BEGIN Extracted entries

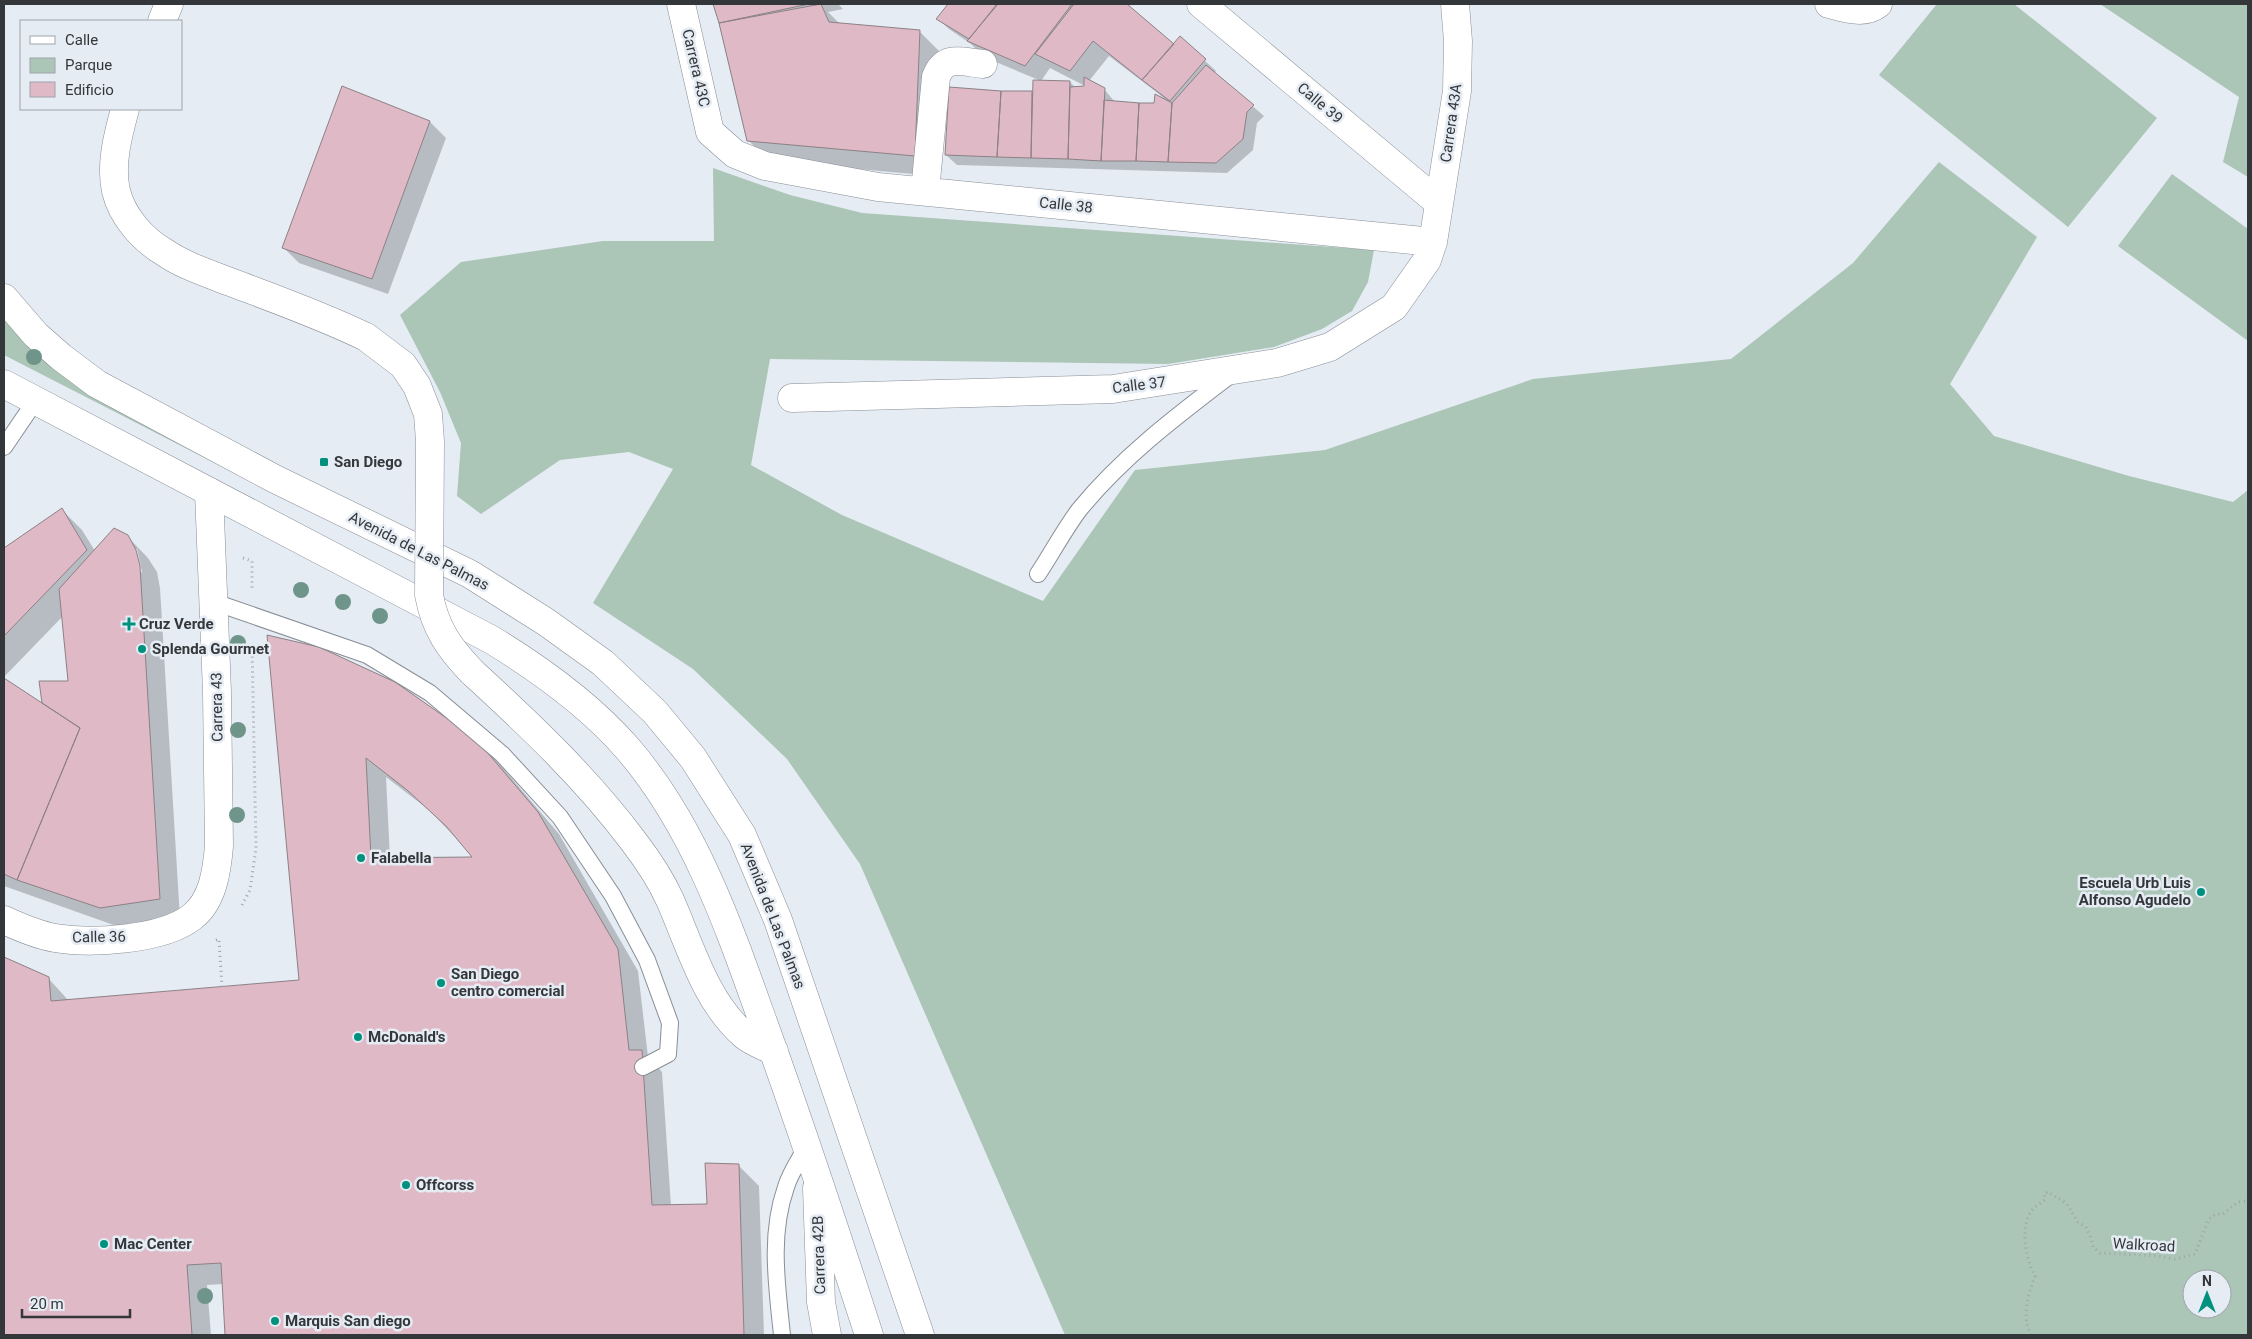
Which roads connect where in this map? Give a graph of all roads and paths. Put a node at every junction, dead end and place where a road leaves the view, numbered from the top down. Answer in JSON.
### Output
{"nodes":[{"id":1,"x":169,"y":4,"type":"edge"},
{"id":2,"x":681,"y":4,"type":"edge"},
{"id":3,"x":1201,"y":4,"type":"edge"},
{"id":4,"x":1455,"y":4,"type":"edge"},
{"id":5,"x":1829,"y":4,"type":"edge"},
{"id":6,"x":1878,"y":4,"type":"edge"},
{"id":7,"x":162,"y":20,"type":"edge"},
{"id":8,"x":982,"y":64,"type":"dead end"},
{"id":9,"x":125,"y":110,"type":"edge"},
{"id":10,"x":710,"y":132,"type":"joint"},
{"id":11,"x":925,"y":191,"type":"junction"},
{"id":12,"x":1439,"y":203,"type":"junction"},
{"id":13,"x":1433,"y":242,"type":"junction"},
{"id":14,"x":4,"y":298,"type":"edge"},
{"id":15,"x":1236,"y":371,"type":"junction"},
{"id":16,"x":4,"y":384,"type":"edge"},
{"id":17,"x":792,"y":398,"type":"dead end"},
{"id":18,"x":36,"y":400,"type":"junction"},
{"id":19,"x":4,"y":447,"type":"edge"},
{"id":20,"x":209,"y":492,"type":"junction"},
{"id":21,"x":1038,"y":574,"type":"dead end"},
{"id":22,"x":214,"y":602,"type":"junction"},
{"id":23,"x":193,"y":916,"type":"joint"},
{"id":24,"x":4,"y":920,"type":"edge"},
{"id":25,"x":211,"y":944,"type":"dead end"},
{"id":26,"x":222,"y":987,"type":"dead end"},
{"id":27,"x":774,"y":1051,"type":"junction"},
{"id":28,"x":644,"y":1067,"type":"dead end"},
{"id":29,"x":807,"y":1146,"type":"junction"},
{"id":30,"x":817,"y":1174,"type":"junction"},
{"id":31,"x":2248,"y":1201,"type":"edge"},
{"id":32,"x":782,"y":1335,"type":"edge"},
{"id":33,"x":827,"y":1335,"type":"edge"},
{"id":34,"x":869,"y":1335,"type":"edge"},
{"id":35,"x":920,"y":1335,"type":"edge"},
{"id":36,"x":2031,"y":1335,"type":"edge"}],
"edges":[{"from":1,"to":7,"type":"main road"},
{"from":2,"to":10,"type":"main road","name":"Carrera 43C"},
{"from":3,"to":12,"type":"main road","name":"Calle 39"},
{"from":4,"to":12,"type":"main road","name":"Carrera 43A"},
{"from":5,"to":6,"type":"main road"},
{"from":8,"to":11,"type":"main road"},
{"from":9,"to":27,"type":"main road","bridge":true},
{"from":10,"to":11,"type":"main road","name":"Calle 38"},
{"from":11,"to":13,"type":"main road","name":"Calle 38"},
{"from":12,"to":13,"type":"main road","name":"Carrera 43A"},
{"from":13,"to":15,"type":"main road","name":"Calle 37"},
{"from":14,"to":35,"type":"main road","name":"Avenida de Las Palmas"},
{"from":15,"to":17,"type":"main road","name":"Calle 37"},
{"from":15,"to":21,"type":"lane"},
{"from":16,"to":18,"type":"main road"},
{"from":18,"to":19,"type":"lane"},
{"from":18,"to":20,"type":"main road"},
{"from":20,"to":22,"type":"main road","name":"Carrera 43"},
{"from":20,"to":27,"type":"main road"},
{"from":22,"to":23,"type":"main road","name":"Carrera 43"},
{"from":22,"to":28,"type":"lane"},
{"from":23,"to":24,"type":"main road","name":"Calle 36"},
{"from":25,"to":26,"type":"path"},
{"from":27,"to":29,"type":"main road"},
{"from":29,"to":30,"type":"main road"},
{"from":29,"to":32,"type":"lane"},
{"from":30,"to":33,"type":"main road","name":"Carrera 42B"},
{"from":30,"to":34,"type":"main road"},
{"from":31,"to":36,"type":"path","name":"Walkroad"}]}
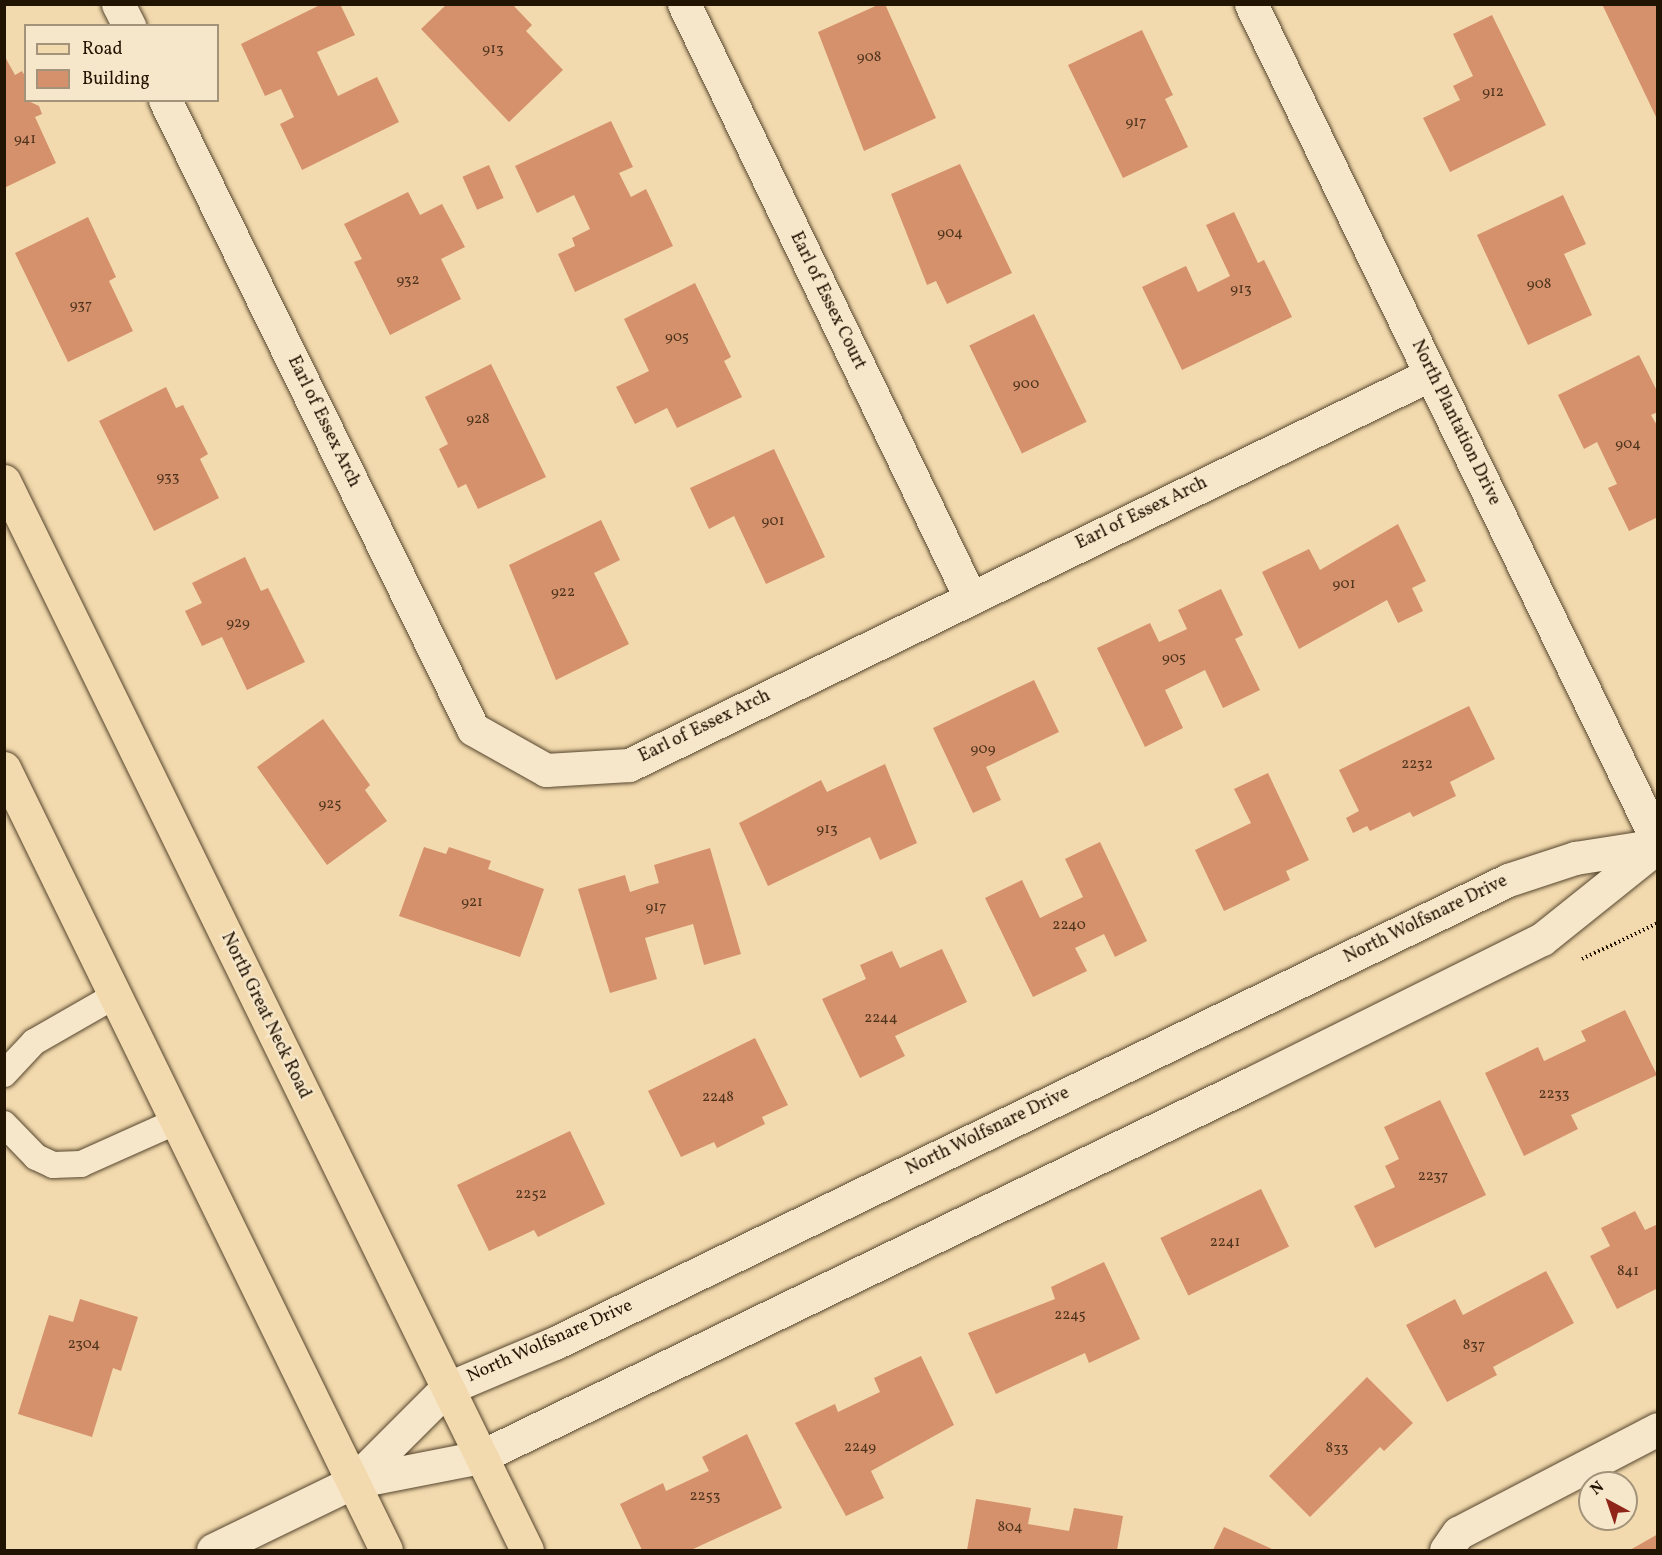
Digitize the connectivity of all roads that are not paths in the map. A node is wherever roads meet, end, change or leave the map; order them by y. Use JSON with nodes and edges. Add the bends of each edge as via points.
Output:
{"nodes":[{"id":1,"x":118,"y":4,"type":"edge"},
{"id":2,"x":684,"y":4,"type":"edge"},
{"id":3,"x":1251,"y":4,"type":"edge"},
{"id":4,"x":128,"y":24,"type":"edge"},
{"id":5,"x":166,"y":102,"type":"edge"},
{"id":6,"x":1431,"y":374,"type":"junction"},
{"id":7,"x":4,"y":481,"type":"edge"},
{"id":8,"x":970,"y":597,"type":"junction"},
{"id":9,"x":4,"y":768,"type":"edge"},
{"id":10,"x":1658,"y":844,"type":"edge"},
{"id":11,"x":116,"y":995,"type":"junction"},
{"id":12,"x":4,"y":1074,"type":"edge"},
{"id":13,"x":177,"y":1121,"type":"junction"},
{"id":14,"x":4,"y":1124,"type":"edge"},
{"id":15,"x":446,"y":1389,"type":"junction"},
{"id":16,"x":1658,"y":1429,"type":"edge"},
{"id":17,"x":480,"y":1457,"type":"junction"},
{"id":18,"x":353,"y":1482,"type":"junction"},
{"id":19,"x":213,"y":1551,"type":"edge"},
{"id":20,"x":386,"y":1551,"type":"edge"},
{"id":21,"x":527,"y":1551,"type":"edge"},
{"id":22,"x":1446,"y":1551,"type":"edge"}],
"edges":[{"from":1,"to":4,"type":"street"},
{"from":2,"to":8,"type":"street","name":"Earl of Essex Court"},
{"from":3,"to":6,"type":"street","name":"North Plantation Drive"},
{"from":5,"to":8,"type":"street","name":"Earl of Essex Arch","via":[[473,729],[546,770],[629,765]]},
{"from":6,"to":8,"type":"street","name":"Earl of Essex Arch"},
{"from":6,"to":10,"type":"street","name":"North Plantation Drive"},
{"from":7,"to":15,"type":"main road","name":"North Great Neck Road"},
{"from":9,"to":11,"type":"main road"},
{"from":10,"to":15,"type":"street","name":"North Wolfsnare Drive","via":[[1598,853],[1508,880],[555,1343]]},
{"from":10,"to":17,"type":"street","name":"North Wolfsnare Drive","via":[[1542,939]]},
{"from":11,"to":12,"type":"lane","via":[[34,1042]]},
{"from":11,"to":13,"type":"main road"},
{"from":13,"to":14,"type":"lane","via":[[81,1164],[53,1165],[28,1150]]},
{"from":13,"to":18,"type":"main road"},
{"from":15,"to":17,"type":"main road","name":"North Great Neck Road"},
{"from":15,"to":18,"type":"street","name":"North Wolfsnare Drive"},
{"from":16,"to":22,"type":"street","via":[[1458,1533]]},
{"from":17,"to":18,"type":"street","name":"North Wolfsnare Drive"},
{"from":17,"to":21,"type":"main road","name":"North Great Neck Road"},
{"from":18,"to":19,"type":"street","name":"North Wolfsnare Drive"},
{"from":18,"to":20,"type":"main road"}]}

END Extracted entries

Give the number of lines in the records that hold the word "Drive", with no other words.

7